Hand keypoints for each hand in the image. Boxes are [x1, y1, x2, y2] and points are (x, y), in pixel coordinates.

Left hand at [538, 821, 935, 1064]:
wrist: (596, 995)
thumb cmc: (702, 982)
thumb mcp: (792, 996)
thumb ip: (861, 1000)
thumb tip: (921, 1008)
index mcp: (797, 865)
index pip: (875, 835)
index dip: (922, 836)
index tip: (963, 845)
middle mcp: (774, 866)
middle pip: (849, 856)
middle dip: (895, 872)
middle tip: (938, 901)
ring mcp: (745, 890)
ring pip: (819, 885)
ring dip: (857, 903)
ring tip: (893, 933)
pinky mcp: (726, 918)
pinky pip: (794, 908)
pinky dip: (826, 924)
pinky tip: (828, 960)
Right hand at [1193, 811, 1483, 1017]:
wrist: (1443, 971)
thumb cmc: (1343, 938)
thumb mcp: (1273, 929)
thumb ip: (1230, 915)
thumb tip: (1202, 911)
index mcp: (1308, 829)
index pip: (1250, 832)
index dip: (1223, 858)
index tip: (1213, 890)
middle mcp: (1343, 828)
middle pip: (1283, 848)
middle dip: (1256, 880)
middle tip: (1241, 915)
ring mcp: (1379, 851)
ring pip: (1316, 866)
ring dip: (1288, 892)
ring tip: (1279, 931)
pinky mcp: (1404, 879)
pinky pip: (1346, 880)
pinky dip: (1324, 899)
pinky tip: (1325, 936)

════════

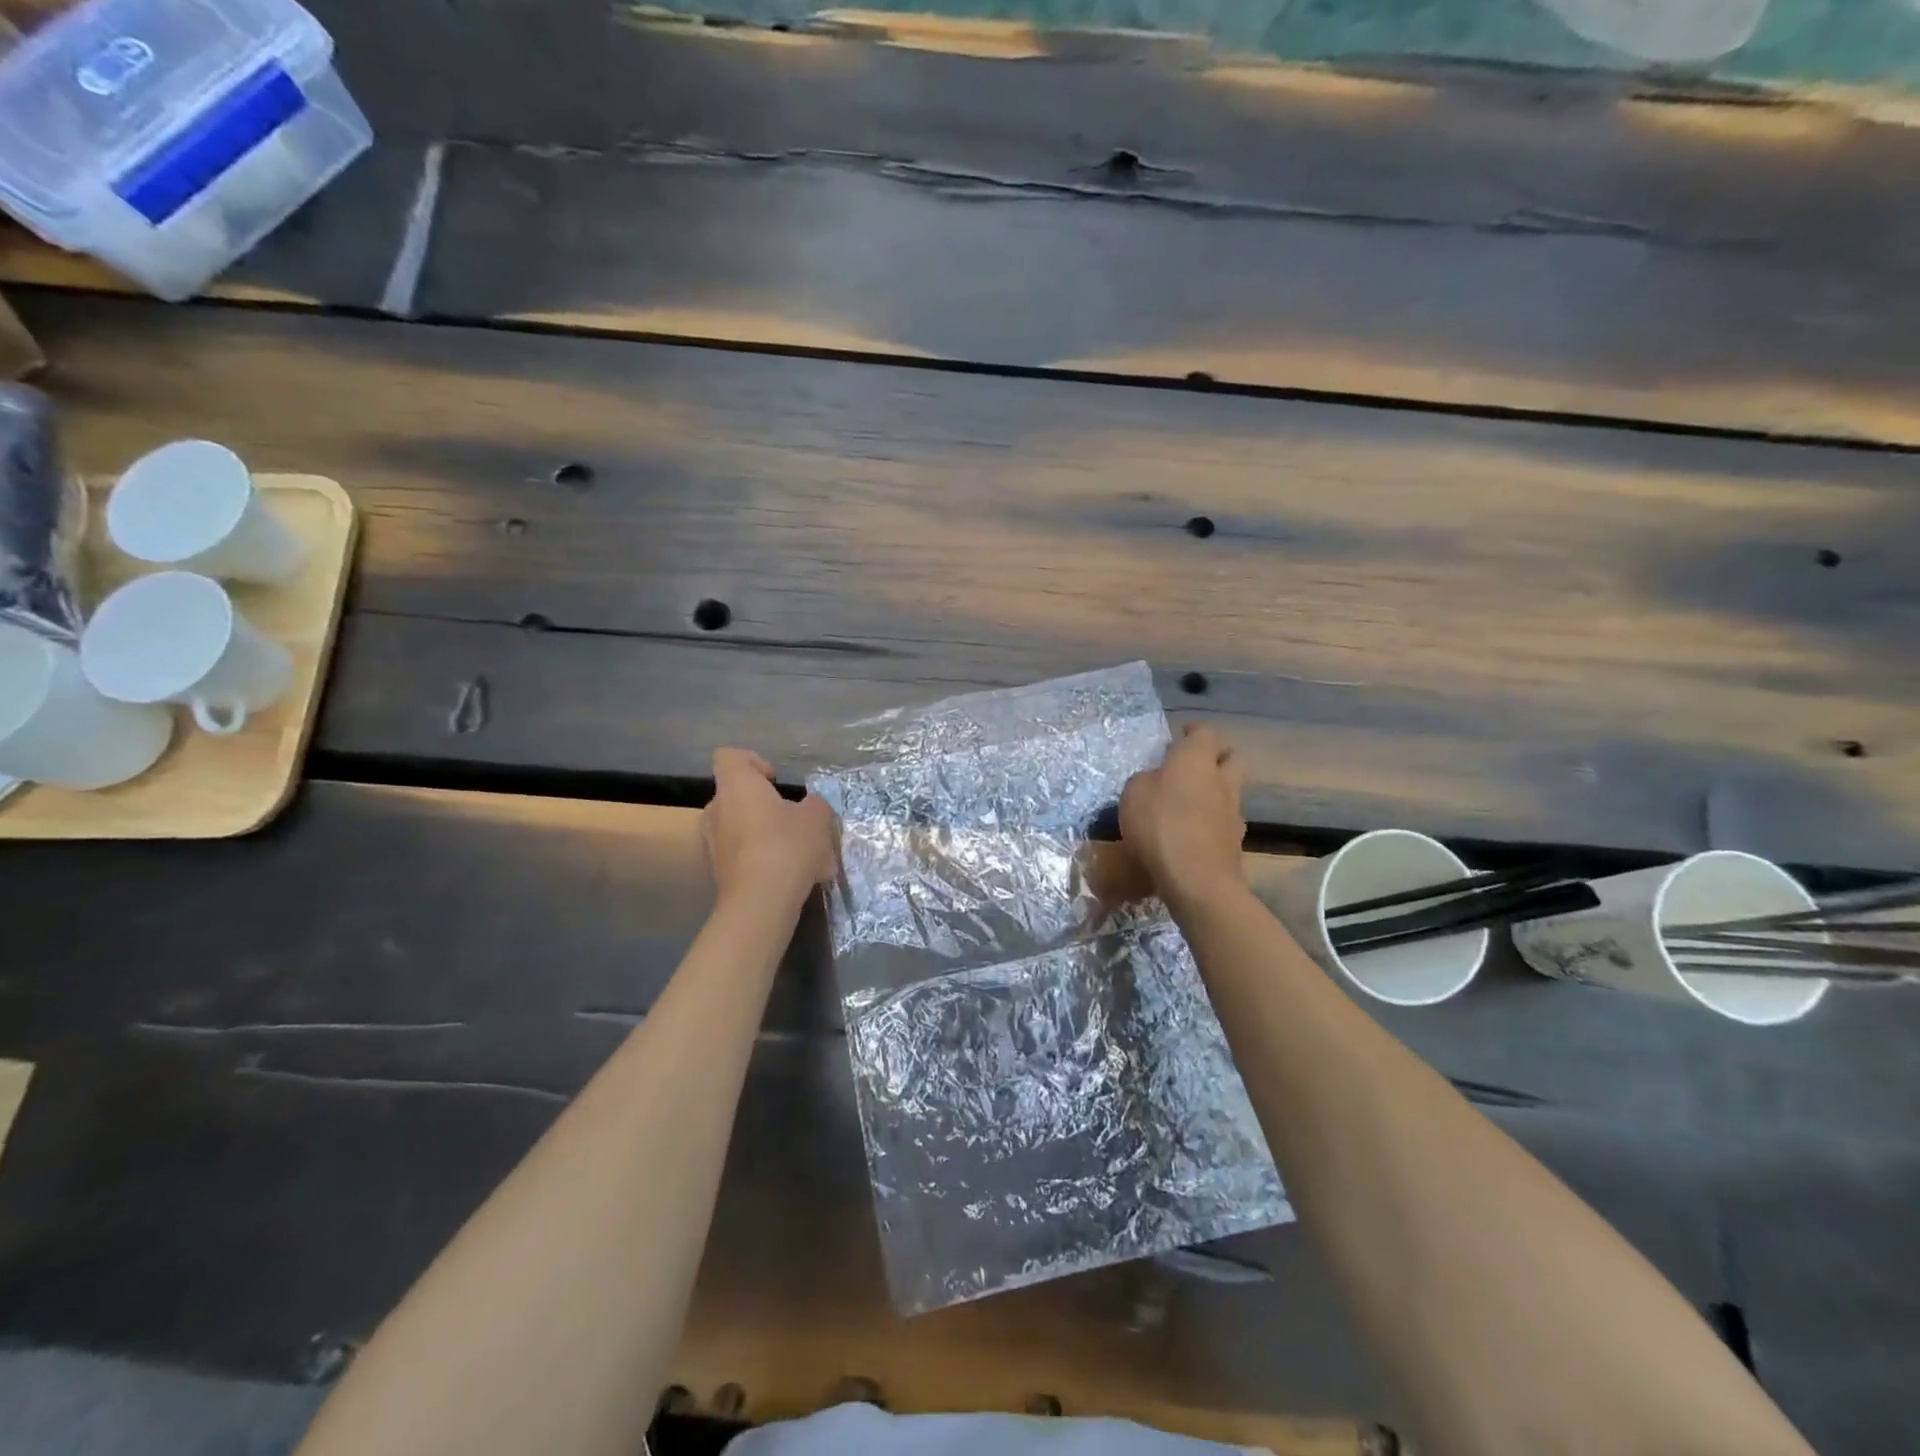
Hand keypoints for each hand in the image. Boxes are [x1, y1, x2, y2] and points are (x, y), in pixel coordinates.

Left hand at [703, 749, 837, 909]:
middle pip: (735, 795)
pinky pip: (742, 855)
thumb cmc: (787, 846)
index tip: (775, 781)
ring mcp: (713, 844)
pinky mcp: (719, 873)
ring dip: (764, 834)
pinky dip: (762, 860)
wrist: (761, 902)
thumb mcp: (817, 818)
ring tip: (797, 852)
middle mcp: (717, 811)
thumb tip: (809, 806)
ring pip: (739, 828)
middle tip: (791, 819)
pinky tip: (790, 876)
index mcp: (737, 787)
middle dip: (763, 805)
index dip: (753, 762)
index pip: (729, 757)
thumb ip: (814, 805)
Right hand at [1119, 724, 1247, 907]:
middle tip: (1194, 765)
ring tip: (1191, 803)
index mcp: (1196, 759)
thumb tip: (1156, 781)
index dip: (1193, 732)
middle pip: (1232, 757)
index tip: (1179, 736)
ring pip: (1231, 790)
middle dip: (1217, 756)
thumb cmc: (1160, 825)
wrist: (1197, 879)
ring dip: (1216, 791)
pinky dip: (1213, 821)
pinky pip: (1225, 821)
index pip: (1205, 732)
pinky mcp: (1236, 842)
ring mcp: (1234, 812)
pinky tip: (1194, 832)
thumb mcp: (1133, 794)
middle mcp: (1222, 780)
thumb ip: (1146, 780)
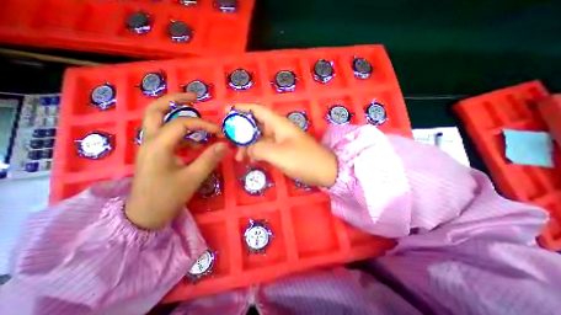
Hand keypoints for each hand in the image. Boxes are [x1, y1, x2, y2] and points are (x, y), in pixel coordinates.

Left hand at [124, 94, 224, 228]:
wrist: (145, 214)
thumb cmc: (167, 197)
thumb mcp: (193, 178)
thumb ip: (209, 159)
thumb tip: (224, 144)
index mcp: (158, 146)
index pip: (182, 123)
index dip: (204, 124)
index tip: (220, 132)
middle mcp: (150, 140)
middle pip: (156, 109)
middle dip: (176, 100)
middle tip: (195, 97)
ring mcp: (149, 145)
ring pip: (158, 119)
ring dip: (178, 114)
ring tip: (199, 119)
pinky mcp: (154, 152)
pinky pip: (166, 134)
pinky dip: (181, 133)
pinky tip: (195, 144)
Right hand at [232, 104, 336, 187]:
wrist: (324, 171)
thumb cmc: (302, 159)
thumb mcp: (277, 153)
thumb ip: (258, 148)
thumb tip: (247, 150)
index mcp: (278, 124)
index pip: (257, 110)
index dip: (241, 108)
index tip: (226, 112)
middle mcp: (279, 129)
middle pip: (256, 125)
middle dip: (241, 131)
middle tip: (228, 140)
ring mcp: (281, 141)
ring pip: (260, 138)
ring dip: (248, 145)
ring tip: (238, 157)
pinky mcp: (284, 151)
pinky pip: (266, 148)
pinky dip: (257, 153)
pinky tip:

════════

Instructions to follow
All that is wanted is a faithful reproduction of the line above with "index pip: (182, 123)", the line with "middle dip: (241, 131)", and every line in between.

Answer to the exercise
index pip: (182, 123)
index dip: (204, 124)
index tip: (220, 132)
middle mcp: (150, 140)
middle pip: (156, 109)
middle dip: (176, 100)
middle tip: (195, 97)
ring mcp: (149, 145)
ring pip: (158, 119)
ring dip: (178, 114)
ring tip: (199, 119)
pinky mcp: (154, 152)
pinky pip: (166, 134)
pinky dip: (181, 133)
pinky tip: (195, 144)
Right hand at [232, 104, 336, 187]:
wrist: (324, 171)
thumb cmc: (302, 159)
thumb mcp: (277, 153)
thumb ip: (258, 148)
thumb tip: (247, 150)
index mcp: (278, 124)
index pip: (257, 110)
index dip: (241, 108)
index tip: (226, 112)
middle mcp: (279, 129)
middle pip: (256, 125)
middle dip: (241, 131)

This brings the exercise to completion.